In a final meeting before checking out for a late summer vacation, city lawmakers kicked in $80 million toward the long-planned overhaul of the Caltrain corridor.

When all is said and done, Caltrain’s present diesel mode will go the way of, well, diesel railroads, in favor of electric trains and tracks that promise to be faster and more reliable while also sprucing up the region’s eco-friendly credentials.

(They will also reportedly provide infrastructure for future High Speed Rail projects, but that’s an undertaking and a budget all its own.)

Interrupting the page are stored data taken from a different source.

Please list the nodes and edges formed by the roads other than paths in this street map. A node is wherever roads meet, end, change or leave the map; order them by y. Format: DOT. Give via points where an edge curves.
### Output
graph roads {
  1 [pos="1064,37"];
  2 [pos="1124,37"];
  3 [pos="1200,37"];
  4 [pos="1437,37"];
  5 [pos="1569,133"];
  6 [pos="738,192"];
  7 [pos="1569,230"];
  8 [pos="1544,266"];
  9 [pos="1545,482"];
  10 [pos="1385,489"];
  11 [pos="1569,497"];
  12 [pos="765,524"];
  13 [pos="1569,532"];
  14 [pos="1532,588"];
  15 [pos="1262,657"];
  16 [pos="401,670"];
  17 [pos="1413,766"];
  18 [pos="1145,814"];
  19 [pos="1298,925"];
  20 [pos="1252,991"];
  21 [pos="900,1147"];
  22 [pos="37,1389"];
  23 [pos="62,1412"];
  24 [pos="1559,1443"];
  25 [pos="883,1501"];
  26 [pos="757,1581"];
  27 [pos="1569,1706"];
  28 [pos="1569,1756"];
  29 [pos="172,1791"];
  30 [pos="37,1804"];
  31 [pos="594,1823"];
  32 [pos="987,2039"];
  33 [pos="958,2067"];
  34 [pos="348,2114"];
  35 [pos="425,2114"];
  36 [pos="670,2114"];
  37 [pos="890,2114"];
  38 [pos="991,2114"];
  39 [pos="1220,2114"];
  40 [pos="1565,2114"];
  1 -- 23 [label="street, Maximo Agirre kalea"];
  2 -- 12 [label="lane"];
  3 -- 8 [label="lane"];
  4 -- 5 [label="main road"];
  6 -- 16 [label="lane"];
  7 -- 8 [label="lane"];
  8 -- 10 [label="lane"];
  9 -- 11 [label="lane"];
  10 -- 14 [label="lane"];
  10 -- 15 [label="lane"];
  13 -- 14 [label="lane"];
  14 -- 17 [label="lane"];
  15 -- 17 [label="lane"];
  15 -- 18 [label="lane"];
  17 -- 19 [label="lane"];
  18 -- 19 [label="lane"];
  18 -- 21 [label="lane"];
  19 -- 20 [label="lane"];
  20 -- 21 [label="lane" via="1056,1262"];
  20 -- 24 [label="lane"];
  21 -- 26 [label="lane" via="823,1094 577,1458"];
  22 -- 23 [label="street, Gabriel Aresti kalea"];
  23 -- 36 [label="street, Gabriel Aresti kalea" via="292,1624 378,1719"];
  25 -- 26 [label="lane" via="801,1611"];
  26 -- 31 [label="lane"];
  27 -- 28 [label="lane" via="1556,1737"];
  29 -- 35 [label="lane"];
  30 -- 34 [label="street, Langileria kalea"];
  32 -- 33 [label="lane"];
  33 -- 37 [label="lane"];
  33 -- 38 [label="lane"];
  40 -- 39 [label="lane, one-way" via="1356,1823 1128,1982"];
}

The whole thing isn’t going to be cheap, though. Back in 2012, the many civic organs with a hand in the process estimated that the price tag would run more than $1.45 billion. But as always, time is money, and since then the cost has crept up to as much as $2.2 billion.

If the longstanding regional trend of everything always become more expensive at all times forever continues, it could end up costing even a bit more than that before the first volts go through the 52 miles of track between San Francisco and Tamien Station.

Most of that money will come from the federal government, but the present patchwork funding plan means that everyone has to chip in a little along the line. That’s why San Francisco’s contribution bumped up from the initial $60 million to the $80 million just approved.

The extra dough demanded a bit of extra scrutiny and a one week delay in the final vote. Because even though that’s barely a fraction of the overall project cost, at the end of the day it’s still $80 million.

Caltrain estimates that its ridership is up 70 percent since 2010. (The lack of BART service to the South Bay is evidently convenient for them, at least.) The overhaul is supposed to be done by 2020, and the Caltrain board approved contracts comprising the bulk of the estimated budget in July.